The “Reprise Rehearsal” font for Sibelius automatically provides this effect with a handwritten look:
“Finale Copyist Text”, “Broadway Copyist Text” and “Jazz Text” are handwritten look fonts from MakeMusic that provide a way to bracket text, although this is not technically “drop shadow”. See this related article.
For years, in both Finale and Sibelius, I have used Bill Duncan’s “Rehearsal” and “Rehearsal Sans” fonts to create drop shadow rehearsal marks with a more typeset look:
Each of the number and letter characters in the Rehearsal and Rehearsal Sans font have a drop shadow outline above and below each character (including the space character), but with open sides:
This design allows you to globally prepend and append [ ] drop shadow brackets to any text string, regardless of length:
These rehearsal mark fonts were originally part of Bill Duncan’s “Finale Productivity Set” which is long since out of print. The last known source I am aware of is NPC Imaging.
But if you really like this effect, you don’t really need a special font; at least not in Finale. All you need to do is create two different rehearsal mark Expressions with slightly different enclosure thicknesses and positioning and when you add each rehearsal mark, overlay these two rehearsal marks one on top of the other.
(Sibelius provides a global setting for “Text Borders” in its Engraving Rules which affects all text enclosures, so it isn’t currently possible to use this technique in that program.)
First, define your preferred font, size and placement for your Rehearsal Marks in Category Designer:
Next, go into the Expression Selector and check “Use Auto Sequencing Style”. Choose your preferred Rehearsal Mark style from the popup:
Now, drill down to the Enclosure Designer and set the Enclosure size and Enclosure thickness; whatever you think looks good for the “shadow”. Here, I have set the Enclosure thickness to 1/2 of a space. Note that I also have “Opaque” checked:
Next, OK the Enclosure Designer and Expression Designer dialogs so you are back in the Expression Selection dialog. Duplicate your Rehearsal Mark:
For this second Rehearsal Mark, click Edit, then go into the Enclosure Designer and change the enclosure width to something thinner; e.g. closer to the width of a staff line. I used 2 evpus.
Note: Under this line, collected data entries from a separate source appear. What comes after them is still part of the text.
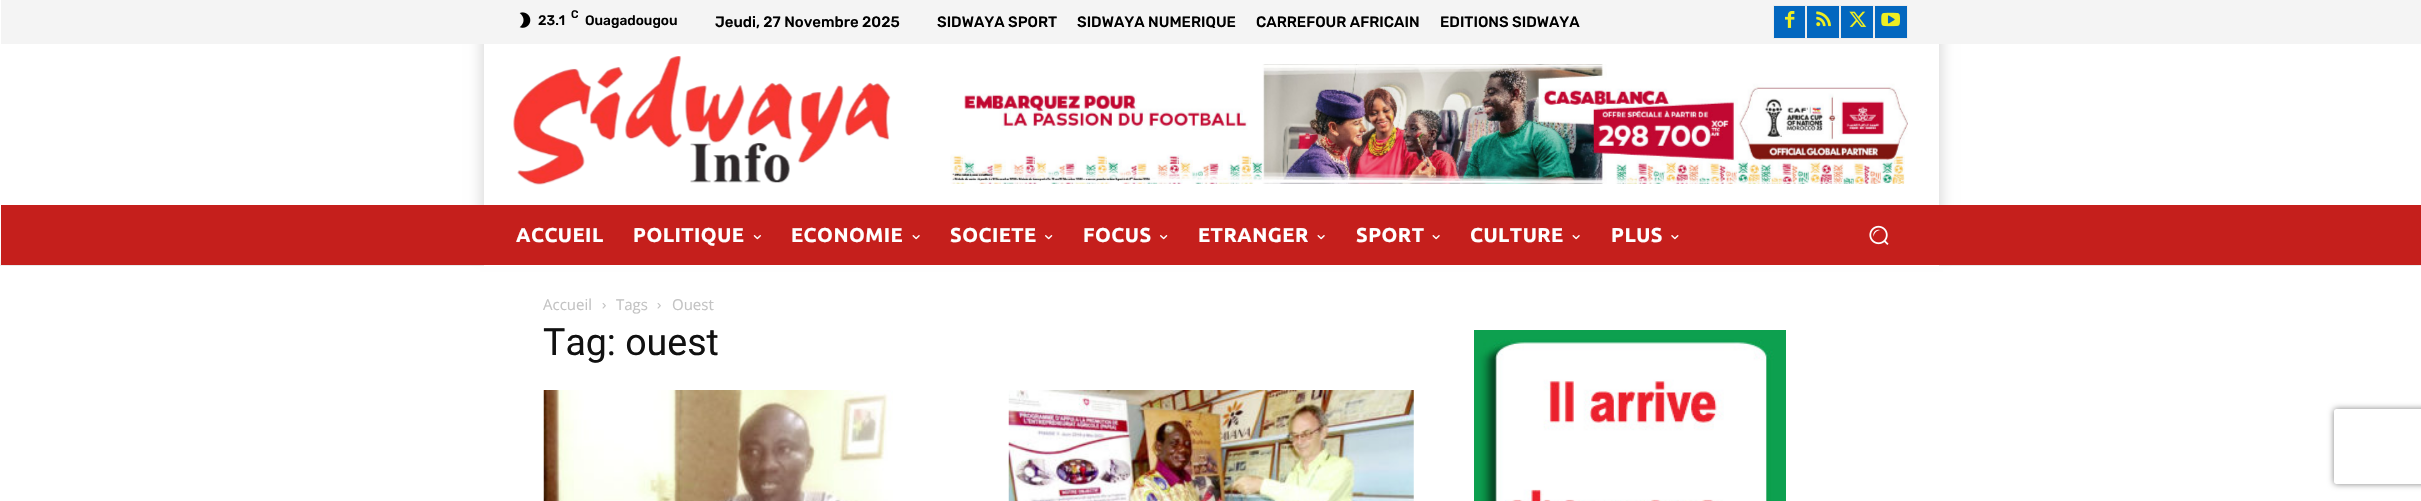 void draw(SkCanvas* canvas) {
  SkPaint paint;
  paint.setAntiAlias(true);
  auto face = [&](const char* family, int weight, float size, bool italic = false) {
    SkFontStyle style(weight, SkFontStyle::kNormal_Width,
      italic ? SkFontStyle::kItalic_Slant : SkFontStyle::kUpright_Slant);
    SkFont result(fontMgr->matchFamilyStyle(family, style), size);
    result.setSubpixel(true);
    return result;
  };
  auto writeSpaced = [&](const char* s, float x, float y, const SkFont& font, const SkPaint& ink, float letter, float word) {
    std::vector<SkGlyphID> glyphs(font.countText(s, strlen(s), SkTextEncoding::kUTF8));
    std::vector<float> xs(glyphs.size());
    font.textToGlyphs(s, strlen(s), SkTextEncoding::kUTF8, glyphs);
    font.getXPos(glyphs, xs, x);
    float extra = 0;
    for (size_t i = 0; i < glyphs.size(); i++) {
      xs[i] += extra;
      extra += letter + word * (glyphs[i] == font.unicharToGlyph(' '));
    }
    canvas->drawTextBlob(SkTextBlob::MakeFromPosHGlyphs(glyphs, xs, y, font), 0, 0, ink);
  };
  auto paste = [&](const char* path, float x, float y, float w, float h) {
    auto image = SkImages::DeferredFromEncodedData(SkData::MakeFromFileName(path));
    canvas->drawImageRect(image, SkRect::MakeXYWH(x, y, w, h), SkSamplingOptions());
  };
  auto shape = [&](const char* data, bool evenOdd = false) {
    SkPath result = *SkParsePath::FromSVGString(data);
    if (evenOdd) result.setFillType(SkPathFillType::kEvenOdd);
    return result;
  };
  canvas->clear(0xffffffff);
  paint.setColor(0x1f000000);
  paint.setMaskFilter(SkMaskFilter::MakeBlur(kNormal_SkBlurStyle, 6));
  canvas->drawRect(SkRect::MakeXYWH(-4, 263, 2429, 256), paint);
  paint.setMaskFilter(nullptr);
  paint.setColor(0xffffffff);
  canvas->drawRect(SkRect::MakeXYWH(0, 266, 2421, 235), paint);
  paint.setColor(0x1f000000);
  paint.setMaskFilter(SkMaskFilter::MakeBlur(kNormal_SkBlurStyle, 6));
  canvas->drawRect(SkRect::MakeXYWH(480, -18, 1463, 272), paint);
  paint.setMaskFilter(nullptr);
  paint.setColor(0xfff4f4f4);
  canvas->drawRect(SkRect::MakeXYWH(1, 0, 2420, 44), paint);
  paste("img/1.png", 519, 12, 12, 16);
  paint.setColor(0xff0367bf);
  canvas->drawRect(SkRect::MakeXYWH(1773.5f, 5.5f, 32, 33), paint);
  paint.setStroke(true);
  paint.setStrokeWidth(1);
  paint.setColor(0xffededed);
  canvas->drawRect(SkRect::MakeXYWH(1773.5f, 5.5f, 32, 33), paint);
  paste("img/2.png", 1785, 11, 10, 17);
  paint.setStroke(false);
  paint.setColor(0xff0367bf);
  canvas->drawRect(SkRect::MakeXYWH(1806.5f, 5.5f, 33, 33), paint);
  paint.setStroke(true);
  paint.setColor(0xffededed);
  canvas->drawRect(SkRect::MakeXYWH(1806.5f, 5.5f, 33, 33), paint);
  paste("img/3.png", 1816, 11, 15, 16);
  paint.setStroke(false);
  paint.setColor(0xff0367bf);
  canvas->drawRect(SkRect::MakeXYWH(1840.5f, 5.5f, 33, 33), paint);
  paint.setStroke(true);
  paint.setColor(0xffededed);
  canvas->drawRect(SkRect::MakeXYWH(1840.5f, 5.5f, 33, 33), paint);
  paste("img/4.png", 1849, 11, 18, 16);
  paint.setStroke(false);
  paint.setColor(0xff0367bf);
  canvas->drawRect(SkRect::MakeXYWH(1874.5f, 5.5f, 33, 33), paint);
  paint.setStroke(true);
  paint.setColor(0xffededed);
  canvas->drawRect(SkRect::MakeXYWH(1874.5f, 5.5f, 33, 33), paint);
  paste("img/5.png", 1881, 12, 19, 15);
  paint.setStroke(false);
  paint.setColor(0xffffffff);
  canvas->drawRect(SkRect::MakeXYWH(484, 44, 1455, 222), paint);
  paste("img/6.png", 513, 56, 378, 129);
  paste("img/7.png", 950, 64, 958, 120);
  paint.setColor(0xffc51f1c);
  canvas->drawRect(SkRect::MakeXYWH(1, 205, 2420, 60), paint);
  paste("img/8.png", 753, 235, 8, 5);
  paste("img/9.png", 912, 235, 8, 5);
  paste("img/10.png", 1045, 235, 8, 5);
  paste("img/10.png", 1160, 235, 8, 5);
  paste("img/9.png", 1317, 235, 8, 5);
  paste("img/9.png", 1432, 235, 8, 5);
  paste("img/9.png", 1572, 235, 8, 5);
  paste("img/11.png", 1671, 235, 8, 5);
  paste("img/12.png", 1869, 225, 20, 20);
  paste("img/13.png", 602, 303, 4, 6);
  paste("img/13.png", 657, 303, 4, 6);
  paste("img/14.png", 543, 390, 350, 111);
  paste("img/15.png", 1008, 390, 406, 111);
  paste("img/16.png", 1474, 330, 312, 171);
  canvas->save();
  canvas->clipPath(shape("M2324 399H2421V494H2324ZM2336.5 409H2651.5C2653 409 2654 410 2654 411.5V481.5C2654 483 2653 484 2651.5 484H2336.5C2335 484 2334 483 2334 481.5V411.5C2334 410 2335 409 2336.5 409Z", true), true);
  paint.setColor(0xff808080);
  paint.setMaskFilter(SkMaskFilter::MakeBlur(kNormal_SkBlurStyle, 3));
  canvas->drawRoundRect(SkRect::MakeXYWH(2334, 409, 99, 75), 2.5f, 2.5f, paint);
  paint.setMaskFilter(nullptr);
  canvas->restore();
  auto f0 = face("Rubik", 500, 13.75f);
  paint.setColor(0xff000000);
  canvas->drawString("23.1", 538, 25, f0, paint);
  auto f1 = face("Rubik", 500, 11);
  canvas->drawString("C", 571, 18, f1, paint);
  canvas->drawString("Ouagadougou", 585, 25, f0, paint);
  auto f2 = face("Rubik", 500, 15);
  {
    const struct { const char* s; float x, y; } items[] = {
      {"Jeudi, 27 Novembre 2025", 715, 27},
      {"SIDWAYA SPORT", 937, 27},
      {"SIDWAYA NUMERIQUE", 1077, 27},
      {"CARREFOUR AFRICAIN", 1256, 27},
      {"EDITIONS SIDWAYA", 1440, 27},
    };
    for (auto [s, x, y] : items) {
      canvas->drawString(s, x, y, f2, paint);
    }
  }
  auto f3 = face("Ubuntu", 700, 20);
  paint.setColor(0xffffffff);
  {
    const struct { const char* s; float x, y; } items[] = {
      {"ACCUEIL", 516, 242},
      {"POLITIQUE", 633, 242},
      {"ECONOMIE", 791, 242},
      {"SOCIETE", 950, 242},
      {"FOCUS", 1083, 242},
      {"ETRANGER", 1198, 242},
      {"SPORT", 1356, 242},
      {"CULTURE", 1470, 242},
      {"PLUS", 1611, 242},
    };
    for (auto [s, x, y] : items) {
      writeSpaced(s, x, y, f3, paint, 0.5f, 0);
    }
  }
  auto f4 = face("Open Sans", 400, 15);
  paint.setColor(0xffc3c3c3);
  {
    const struct { const char* s; float x, y; } items[] = {
      {"Accueil", 543, 310},
      {"Tags", 616, 310},
      {"Ouest", 672, 310},
    };
    for (auto [s, x, y] : items) {
      canvas->drawString(s, x, y, f4, paint);
    }
  }
  auto f5 = face("Roboto", 400, 37.5f);
  paint.setColor(0xff111111);
  canvas->drawString("Tag: ouest", 543, 355, f5, paint);
}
OK the dialog, then go into the Positioning Tab and uncheck “Use Rehearsal Mark Positioning”. Add a negative offset to “Additional Horizontal Offset”, and a positive offset to “Additional Vertical Offset”. Small increments will increase the amount of the “shadow” effect. Try between .25 — .33 spaces plus or minus to start:
You can assign hot keys to this pair of marks so that you can apply them quickly right over the top of one another. The default mark goes on first, and your version with the thinner enclosure right after. This works with any of the auto sequencing styles:
Note that you can also use this same overlay technique for a rehearsal mark or any other boxed text that is a longer string, for instance to recreate the “Chorus” example above:
My colleague Jan Angermüller points out to me that you could use this same technique to create a drop shadow effect for measure numbers. Create two identical measure number regions, then set the enclosure thickness and positioning in Measure Number Regions similarly to the steps above.